Codfish "alia Marinaia"
A classic Italian preparation of salt cod, simmered with onions, parsley, and a tangy vinegar sauce, served over fried bread.
Ingredients
- 1 pound Salt codfish (Soaked to remove excess salt)
- 0.5 medium Onion (Finely chopped)
- 2 tablespoons Fresh parsley (Finely chopped)
- 3 tablespoons Best olive oil
- 0.25 teaspoon Salt (To taste, adjust after soaking cod)
- 0.25 teaspoon Black pepper (Freshly ground)
- 0.125 teaspoon Allspice (Pinch)
- 3 tablespoons White vinegar
- 2 tablespoons Fish broth
- 0.5 leaf Bay leaf
- 1 teaspoon All-purpose flour (For thickening)
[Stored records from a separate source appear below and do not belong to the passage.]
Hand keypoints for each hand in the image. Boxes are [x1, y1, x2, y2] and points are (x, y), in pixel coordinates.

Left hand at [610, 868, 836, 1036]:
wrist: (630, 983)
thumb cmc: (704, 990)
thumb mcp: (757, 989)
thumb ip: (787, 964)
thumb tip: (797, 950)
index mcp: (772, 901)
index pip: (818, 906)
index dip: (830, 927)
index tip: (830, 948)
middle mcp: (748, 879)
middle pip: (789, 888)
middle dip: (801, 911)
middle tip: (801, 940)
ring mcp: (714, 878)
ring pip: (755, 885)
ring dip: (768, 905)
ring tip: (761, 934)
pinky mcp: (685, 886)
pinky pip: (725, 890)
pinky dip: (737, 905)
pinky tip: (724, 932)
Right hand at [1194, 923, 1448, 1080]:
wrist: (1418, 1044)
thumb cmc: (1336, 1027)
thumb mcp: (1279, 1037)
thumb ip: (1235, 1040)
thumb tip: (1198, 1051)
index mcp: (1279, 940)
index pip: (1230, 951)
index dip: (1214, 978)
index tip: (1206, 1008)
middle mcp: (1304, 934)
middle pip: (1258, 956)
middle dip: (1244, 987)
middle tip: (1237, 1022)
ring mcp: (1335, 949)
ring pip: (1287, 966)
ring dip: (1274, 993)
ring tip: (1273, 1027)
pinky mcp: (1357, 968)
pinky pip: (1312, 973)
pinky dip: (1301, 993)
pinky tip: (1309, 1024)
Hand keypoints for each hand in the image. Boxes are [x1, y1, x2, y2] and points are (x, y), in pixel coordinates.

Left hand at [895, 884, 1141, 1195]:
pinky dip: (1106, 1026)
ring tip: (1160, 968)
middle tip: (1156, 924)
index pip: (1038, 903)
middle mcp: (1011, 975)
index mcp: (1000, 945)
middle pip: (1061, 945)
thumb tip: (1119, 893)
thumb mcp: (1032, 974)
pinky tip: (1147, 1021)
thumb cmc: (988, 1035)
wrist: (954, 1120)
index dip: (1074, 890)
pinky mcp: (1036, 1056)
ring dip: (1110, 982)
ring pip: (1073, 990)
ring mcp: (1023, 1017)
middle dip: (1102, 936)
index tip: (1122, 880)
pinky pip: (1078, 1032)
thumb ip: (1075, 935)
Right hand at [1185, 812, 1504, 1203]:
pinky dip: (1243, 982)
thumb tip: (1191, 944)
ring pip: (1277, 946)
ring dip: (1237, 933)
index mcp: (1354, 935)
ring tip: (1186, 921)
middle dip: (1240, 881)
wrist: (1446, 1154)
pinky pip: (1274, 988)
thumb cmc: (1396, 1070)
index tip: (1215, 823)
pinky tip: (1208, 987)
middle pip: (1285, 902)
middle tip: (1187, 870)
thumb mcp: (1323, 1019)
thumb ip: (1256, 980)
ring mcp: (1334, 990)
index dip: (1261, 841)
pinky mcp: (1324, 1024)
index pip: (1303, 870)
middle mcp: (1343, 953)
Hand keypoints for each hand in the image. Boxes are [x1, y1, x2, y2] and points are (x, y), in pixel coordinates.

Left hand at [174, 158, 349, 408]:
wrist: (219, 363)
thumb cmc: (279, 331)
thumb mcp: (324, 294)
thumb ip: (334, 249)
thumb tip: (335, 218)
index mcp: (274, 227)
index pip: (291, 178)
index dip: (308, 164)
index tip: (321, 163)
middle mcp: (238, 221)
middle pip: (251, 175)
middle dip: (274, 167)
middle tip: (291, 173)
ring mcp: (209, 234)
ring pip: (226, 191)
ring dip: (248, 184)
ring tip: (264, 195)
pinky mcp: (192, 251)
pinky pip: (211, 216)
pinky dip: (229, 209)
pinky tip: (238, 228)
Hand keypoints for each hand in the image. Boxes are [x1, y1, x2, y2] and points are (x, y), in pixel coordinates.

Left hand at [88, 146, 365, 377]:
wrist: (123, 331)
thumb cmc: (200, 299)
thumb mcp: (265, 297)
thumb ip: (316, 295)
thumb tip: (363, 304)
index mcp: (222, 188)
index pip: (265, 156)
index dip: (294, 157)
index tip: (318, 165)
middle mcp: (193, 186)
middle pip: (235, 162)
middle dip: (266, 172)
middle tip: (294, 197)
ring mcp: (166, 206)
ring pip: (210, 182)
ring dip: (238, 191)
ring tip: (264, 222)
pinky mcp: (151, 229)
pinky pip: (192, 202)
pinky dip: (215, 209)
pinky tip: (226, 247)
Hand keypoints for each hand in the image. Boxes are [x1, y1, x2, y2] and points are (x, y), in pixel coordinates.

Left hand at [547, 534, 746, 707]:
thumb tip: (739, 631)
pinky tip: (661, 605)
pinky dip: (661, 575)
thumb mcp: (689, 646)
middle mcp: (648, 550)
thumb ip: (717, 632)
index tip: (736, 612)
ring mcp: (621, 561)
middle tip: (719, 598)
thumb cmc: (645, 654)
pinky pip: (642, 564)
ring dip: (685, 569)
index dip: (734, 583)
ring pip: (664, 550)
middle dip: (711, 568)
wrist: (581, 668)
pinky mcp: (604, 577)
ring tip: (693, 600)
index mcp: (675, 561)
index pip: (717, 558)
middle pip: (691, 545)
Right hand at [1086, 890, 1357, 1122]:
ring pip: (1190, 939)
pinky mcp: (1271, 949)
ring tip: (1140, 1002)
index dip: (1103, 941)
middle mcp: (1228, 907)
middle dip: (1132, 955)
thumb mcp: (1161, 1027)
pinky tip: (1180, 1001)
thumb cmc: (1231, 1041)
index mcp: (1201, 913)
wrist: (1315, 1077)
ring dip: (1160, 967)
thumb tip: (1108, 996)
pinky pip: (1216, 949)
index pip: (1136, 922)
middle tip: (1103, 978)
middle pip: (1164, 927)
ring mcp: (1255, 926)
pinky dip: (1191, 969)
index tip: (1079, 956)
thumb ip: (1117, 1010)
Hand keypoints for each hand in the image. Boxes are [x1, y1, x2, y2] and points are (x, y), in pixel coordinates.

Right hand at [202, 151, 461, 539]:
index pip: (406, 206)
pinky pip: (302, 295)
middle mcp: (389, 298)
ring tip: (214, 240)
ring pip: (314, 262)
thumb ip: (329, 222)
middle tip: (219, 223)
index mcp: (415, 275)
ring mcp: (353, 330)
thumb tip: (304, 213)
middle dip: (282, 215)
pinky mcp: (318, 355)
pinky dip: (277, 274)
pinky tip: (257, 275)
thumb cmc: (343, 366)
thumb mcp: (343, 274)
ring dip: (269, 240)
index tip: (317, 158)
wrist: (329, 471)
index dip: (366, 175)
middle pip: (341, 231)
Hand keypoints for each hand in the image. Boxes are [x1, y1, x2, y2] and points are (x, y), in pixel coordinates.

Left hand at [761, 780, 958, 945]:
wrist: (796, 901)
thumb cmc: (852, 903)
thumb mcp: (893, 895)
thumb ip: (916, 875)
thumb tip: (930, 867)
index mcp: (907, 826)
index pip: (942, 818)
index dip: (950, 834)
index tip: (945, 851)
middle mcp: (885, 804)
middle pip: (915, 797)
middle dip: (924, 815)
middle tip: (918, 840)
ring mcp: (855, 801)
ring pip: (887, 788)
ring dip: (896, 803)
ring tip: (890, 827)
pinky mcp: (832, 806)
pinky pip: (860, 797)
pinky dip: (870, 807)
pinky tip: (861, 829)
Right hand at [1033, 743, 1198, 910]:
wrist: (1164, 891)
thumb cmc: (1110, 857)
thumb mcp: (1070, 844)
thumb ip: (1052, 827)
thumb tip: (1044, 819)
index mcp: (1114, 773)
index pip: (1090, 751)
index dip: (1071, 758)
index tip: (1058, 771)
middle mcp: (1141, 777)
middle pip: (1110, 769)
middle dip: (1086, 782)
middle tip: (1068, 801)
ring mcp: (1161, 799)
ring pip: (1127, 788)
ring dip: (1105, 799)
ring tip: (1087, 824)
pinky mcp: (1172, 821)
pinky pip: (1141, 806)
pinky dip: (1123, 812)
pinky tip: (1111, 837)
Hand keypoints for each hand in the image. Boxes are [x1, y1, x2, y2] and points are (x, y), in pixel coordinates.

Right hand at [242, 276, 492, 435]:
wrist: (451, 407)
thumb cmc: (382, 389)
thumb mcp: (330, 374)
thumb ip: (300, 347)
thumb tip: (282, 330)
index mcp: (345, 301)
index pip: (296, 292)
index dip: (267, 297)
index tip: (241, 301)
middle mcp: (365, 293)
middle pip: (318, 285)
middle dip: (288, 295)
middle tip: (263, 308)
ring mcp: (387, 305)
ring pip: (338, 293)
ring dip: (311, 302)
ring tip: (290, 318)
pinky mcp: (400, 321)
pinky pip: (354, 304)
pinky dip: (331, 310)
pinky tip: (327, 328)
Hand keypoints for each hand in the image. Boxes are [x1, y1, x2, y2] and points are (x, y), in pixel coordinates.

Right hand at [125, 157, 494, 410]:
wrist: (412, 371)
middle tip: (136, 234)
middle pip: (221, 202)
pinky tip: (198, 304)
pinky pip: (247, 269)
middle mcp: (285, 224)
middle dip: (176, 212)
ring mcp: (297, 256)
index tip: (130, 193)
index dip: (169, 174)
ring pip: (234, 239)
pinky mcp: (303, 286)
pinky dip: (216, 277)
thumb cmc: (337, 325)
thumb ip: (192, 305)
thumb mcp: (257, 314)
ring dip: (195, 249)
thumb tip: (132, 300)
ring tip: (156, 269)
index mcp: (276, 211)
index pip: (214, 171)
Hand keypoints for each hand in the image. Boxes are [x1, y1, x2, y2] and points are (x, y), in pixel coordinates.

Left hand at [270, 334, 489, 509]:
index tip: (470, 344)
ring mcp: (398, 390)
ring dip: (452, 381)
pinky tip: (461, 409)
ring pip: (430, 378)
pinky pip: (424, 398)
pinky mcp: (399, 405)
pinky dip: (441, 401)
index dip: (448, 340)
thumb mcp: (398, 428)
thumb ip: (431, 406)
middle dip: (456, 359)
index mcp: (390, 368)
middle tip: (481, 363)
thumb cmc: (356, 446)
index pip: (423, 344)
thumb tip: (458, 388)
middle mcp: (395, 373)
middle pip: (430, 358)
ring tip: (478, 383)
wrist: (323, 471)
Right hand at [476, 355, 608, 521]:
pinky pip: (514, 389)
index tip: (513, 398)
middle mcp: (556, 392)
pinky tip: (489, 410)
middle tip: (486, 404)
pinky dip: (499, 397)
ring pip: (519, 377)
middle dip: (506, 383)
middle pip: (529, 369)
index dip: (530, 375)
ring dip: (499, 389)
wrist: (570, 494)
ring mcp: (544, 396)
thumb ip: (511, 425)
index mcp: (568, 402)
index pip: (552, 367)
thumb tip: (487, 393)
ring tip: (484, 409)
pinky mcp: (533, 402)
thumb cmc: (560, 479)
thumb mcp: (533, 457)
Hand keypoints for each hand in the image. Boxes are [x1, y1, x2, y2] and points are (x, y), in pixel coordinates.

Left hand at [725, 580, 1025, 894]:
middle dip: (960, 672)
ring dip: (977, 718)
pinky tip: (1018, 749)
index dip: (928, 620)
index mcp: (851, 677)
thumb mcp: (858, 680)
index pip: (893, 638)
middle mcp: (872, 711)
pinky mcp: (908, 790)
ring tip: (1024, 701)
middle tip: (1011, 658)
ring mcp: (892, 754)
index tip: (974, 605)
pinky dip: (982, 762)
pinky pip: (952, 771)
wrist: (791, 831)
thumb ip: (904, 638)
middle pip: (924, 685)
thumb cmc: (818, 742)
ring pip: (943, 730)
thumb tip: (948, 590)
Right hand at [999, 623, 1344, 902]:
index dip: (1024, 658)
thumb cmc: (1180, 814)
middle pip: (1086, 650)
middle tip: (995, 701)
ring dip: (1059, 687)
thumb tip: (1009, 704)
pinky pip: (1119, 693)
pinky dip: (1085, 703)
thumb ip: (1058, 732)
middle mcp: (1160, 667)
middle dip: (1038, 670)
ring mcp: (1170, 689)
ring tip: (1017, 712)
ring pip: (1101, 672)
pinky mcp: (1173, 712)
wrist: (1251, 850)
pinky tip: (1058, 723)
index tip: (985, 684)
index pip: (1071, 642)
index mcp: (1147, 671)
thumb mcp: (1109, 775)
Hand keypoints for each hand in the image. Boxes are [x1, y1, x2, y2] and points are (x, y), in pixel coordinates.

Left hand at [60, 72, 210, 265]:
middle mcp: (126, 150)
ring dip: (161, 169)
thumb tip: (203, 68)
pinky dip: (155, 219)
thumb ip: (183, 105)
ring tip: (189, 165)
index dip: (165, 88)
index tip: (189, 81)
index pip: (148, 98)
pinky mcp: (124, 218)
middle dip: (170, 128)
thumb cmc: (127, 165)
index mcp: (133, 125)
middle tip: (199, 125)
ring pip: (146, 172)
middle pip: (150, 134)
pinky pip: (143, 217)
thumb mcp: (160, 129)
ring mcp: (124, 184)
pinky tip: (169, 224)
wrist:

- 4 slices Bread (For frying)
- 2 tablespoons Olive oil (For frying bread)
Instructions
- 1Soak the salt codfish in cold water for at least 24 hours, changing the water several times to remove excess salt. After soaking, place the codfish in a pot and cover with fresh water. Bring to a gentle boil and cook for about 10 minutes, or until the fish is slightly softened but not falling apart. This makes it easier to remove the skin and bones. Drain the codfish and let it cool slightly. Remove the skin and bones, then chop the fish into small pieces.
- 2In a saucepan, heat 3 tablespoons of olive oil over medium heat. Add the chopped onion and cook until softened and translucent, about 5 minutes. Add the chopped parsley and cook for another minute until fragrant.
- 3Add the chopped codfish to the saucepan with the onions and parsley. Season with salt, pepper, and allspice. Cook over medium-low heat, stirring occasionally, for about 10 minutes, allowing the flavors to meld.
- 4In a separate small saucepan, combine the white vinegar, fish broth, and bay leaf. Bring to a simmer over medium heat. In a small bowl, whisk the flour with a tablespoon of cold water to form a slurry. Gradually whisk the flour slurry into the simmering vinegar mixture. Stir constantly until the sauce thickens slightly, about 2-3 minutes. Remove the bay leaf and take the saucepan off the heat.
- 5While the codfish and sauce are cooking, heat 2 tablespoons of olive oil in a skillet over medium heat. Fry the bread slices until golden brown and crispy on both sides. Drain on paper towels.
- 6Arrange the fried bread slices in a layer on a serving platter. Spoon the codfish mixture over the bread. Pour the vinegar sauce over the codfish. Serve immediately.